What is Bursitis of the Hip & How is it Caused?
Bursitis is a medical condition characterized by swelling of the bursae. Bursae are fluid-filled sacs which act as a cushion for the tendons, ligaments, and muscles of the body. They facilitate smooth movements of the ligaments, muscles, and tendons. Sometimes the bursae become swollen which leads to the area around them becoming extremely tender and painful. This is what is called as bursitis. When the bursa of the hip is swollen then it is termed as bursitis of the hip. Bursitis is not limited only to the hips, but may also occur in the shoulder, knee or elbow.
Bursitis in the hip may be acute or chronic. Overuse is the primary cause of bursitis of the hip which causes excessive stress on the hip joint. Additionally, conditions like rheumatoid arthritis, gout, or pseudogout may also result in bursitis of the hip. In some cases, an injury or direct blow to the hip may result in bursitis of the hip. Bacterial infections are also known to cause bursitis of the hip. Individuals suffering from scoliosis are also predisposed to having bursitis in the hip. This article gives a brief overview on what does bursitis in the hip feel like.
What Does Bursitis In The Hip Feel Like?
An individual with bursitis in the hip will primarily complain of pain and tenderness along the hip joint. There may also be swelling and warmth along the hip joint. The intensity of the pain around hip is quite sharp during the initial few days, but tends to wane away after a few days and may become dull and achy. The pain will be felt more when getting up from a sitting position and getting out of the bed.
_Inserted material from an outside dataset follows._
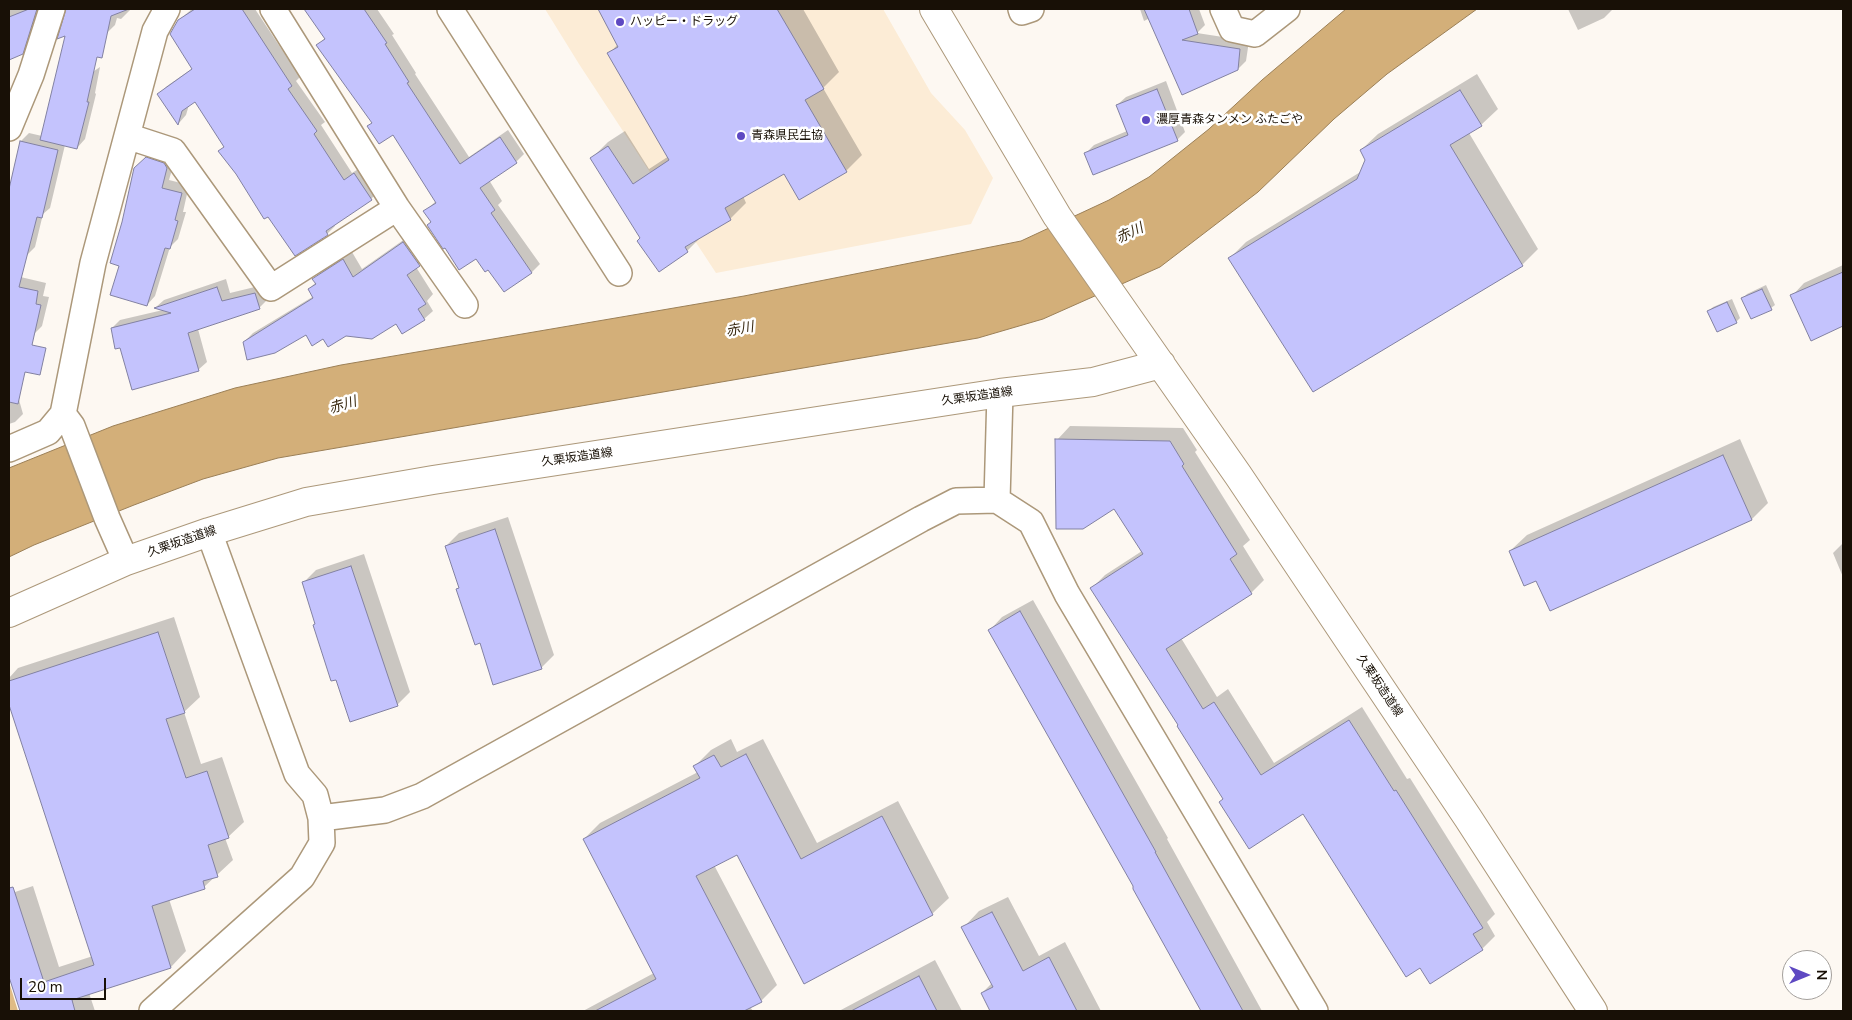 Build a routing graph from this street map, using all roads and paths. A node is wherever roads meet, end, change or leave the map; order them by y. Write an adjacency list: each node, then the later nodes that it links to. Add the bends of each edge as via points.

Sitting for a long period of time on a chair may also cause symptoms of hip pain in cases of bursitis in the hip. Sleeping on the affected side is also extremely painful for people suffering from hip bursitis.
The symptoms of acute bursitis of hip can flare up over days and then calm down; whereas individuals with chronic bursitis of the hip will have symptoms that last for days to weeks altogether without any change in the symptoms. The symptoms of chronic bursitis tend to recur every once in a while.
An individual with acute bursitis may go on to develop chronic bursitis if the patient incurs an injury to the affected hip joint. As the disease condition advances, the bursa tends to become thick which makes the swelling and pain even worse and the flare ups will be even more difficult to tolerate. This will also cause limitation in function and movement of the hip joint. It can also cause muscle atrophy.
In conclusion, bursitis in the hip is basically of two types acute and chronic. While symptoms of acute bursitis can flare over hours and days, the symptoms of chronic bursitis can linger for over weeks and cause severe impairment of function with difficulty doing activities of daily living, getting in and out of a car, or sitting up from a seated position as a result of Bursitis in the Hip.